*Input data*
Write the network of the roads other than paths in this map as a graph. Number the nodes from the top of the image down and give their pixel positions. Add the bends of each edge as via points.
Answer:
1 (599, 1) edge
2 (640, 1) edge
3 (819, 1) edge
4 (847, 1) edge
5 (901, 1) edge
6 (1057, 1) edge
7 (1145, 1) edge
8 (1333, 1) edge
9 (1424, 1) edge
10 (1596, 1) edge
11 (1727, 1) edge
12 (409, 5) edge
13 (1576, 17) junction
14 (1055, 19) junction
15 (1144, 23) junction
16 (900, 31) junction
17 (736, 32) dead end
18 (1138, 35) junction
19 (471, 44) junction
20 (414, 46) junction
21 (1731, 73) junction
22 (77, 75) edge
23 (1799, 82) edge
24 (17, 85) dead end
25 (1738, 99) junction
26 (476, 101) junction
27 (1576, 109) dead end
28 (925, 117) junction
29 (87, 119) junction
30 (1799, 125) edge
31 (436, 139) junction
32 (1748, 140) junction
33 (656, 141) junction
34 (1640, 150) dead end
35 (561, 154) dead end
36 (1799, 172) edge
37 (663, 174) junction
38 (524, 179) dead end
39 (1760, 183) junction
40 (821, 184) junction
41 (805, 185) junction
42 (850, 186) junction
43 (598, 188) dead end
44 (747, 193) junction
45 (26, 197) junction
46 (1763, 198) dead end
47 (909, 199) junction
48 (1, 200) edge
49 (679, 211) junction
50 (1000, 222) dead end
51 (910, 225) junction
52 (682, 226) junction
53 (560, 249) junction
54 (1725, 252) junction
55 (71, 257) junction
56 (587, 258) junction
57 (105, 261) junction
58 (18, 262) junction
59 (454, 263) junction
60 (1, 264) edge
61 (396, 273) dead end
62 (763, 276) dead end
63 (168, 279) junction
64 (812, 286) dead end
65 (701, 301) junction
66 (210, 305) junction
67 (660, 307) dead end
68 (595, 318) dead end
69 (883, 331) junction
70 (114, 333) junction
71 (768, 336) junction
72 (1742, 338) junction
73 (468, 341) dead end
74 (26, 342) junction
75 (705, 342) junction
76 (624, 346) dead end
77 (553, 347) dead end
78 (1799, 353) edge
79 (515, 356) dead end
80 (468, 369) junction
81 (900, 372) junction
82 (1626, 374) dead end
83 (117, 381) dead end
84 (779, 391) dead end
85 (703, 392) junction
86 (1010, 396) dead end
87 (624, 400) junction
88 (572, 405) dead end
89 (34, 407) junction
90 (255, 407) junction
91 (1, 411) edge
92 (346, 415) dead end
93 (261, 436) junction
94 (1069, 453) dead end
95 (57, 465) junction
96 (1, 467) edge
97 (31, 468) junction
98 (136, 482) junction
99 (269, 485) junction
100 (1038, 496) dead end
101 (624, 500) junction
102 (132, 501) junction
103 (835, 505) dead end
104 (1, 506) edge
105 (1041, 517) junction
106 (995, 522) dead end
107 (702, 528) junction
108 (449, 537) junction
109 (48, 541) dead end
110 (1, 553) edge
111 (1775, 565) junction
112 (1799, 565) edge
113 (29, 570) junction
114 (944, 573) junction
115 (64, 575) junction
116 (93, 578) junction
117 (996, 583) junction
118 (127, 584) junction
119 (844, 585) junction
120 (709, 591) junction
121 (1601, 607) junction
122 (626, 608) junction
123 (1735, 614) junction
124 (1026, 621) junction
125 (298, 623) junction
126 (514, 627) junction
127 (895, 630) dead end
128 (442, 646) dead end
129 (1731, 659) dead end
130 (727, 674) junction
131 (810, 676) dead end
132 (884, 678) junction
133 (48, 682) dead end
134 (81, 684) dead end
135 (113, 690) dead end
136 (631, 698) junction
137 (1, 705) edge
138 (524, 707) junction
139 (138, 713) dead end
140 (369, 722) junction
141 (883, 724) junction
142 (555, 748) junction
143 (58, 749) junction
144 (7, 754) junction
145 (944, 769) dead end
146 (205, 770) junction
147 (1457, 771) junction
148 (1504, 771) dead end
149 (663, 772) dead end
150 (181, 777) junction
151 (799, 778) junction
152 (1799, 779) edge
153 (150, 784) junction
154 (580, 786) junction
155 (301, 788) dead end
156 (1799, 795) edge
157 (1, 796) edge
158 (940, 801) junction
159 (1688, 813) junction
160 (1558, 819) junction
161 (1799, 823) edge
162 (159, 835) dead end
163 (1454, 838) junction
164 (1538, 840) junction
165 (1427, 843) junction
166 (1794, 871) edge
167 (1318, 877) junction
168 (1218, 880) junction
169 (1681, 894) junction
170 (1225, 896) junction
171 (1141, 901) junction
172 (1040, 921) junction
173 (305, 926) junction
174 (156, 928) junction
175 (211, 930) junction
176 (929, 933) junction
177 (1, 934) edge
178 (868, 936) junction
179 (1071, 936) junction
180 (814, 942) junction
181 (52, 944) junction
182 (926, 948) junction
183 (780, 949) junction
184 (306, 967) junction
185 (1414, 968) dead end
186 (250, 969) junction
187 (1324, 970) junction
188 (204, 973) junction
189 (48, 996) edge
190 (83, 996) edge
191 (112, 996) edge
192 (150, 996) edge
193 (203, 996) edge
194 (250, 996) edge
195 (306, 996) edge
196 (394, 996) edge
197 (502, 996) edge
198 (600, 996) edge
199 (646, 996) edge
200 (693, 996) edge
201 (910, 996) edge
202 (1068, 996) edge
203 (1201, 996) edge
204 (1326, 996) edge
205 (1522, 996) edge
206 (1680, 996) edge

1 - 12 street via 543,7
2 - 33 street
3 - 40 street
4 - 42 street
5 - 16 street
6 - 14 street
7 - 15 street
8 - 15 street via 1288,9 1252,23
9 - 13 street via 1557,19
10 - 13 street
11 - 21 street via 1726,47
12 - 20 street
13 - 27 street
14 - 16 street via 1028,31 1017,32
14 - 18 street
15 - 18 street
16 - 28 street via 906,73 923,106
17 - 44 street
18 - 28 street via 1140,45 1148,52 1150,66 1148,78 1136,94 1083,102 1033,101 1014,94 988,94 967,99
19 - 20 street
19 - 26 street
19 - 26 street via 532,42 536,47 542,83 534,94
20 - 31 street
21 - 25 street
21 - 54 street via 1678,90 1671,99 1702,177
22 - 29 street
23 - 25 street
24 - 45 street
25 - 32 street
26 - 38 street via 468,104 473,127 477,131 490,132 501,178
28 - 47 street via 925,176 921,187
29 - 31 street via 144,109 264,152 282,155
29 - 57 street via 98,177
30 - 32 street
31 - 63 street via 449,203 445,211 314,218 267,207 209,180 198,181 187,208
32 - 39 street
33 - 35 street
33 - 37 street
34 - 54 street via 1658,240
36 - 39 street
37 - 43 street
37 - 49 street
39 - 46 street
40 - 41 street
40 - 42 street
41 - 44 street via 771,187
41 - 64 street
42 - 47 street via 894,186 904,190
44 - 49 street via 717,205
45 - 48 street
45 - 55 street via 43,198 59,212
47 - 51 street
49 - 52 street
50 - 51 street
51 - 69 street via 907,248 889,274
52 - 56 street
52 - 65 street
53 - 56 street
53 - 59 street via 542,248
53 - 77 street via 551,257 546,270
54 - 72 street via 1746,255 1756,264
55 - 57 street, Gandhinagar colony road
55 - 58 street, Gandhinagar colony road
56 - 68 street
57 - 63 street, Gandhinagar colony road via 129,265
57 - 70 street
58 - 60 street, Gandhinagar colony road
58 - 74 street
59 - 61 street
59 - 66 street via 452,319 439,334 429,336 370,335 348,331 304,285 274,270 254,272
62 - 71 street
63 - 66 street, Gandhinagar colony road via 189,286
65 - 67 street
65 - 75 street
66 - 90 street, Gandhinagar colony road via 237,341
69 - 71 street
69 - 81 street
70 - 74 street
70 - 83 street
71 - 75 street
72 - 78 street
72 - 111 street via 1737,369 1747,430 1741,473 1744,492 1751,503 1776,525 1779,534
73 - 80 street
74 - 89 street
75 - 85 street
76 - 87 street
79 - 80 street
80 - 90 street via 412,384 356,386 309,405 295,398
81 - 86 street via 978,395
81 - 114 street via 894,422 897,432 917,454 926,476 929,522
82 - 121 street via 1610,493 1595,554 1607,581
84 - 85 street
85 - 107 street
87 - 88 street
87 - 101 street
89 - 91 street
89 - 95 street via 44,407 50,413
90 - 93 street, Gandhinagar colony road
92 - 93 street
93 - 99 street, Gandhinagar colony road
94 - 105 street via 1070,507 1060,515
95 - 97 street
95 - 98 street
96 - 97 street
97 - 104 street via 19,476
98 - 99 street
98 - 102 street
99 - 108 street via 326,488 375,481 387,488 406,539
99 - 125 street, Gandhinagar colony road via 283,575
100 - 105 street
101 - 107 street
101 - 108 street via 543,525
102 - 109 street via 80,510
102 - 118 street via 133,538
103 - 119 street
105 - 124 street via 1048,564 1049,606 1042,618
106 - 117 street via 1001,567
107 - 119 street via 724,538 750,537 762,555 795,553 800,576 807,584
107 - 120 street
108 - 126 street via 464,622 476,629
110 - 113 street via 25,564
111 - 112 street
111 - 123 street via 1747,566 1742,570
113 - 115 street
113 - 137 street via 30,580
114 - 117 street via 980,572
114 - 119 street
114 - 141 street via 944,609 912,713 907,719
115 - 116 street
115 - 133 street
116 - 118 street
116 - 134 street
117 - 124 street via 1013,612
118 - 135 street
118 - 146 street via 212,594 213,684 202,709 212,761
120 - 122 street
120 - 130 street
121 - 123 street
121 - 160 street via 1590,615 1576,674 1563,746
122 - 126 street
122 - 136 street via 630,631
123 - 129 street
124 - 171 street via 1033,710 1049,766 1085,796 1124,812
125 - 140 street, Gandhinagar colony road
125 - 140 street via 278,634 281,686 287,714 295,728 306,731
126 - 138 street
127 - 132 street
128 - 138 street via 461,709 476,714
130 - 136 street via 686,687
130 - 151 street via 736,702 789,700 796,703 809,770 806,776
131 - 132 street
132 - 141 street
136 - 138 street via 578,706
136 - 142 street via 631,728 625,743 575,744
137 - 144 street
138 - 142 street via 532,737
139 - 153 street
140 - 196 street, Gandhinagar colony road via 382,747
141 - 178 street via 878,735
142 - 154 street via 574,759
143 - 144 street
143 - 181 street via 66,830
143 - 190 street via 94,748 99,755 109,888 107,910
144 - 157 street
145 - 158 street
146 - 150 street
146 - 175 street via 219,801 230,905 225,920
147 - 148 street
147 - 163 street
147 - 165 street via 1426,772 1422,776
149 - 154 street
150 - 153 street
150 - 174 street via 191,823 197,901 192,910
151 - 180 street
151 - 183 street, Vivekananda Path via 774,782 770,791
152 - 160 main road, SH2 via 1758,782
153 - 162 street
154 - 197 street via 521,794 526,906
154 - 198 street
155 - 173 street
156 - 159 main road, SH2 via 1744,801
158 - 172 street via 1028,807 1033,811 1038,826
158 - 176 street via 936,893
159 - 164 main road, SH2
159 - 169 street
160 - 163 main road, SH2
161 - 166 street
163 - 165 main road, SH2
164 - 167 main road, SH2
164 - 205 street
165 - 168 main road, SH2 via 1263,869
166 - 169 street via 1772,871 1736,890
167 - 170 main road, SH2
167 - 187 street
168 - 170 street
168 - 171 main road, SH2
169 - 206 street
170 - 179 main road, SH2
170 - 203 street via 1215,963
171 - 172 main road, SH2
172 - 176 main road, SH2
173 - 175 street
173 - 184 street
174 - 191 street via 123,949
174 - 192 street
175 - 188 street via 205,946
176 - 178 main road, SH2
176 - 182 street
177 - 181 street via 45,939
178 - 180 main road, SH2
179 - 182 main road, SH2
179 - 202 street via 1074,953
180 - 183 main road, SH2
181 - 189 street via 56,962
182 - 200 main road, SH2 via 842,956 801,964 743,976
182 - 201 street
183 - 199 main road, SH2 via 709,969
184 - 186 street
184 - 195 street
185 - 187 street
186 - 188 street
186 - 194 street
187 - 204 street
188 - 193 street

*Goal of the exercise*
Scan the data above for the string "Gandhinagar" and copy each line where it appears.

*Answer section*
55 - 57 street, Gandhinagar colony road
55 - 58 street, Gandhinagar colony road
57 - 63 street, Gandhinagar colony road via 129,265
58 - 60 street, Gandhinagar colony road
63 - 66 street, Gandhinagar colony road via 189,286
66 - 90 street, Gandhinagar colony road via 237,341
90 - 93 street, Gandhinagar colony road
93 - 99 street, Gandhinagar colony road
99 - 125 street, Gandhinagar colony road via 283,575
125 - 140 street, Gandhinagar colony road
140 - 196 street, Gandhinagar colony road via 382,747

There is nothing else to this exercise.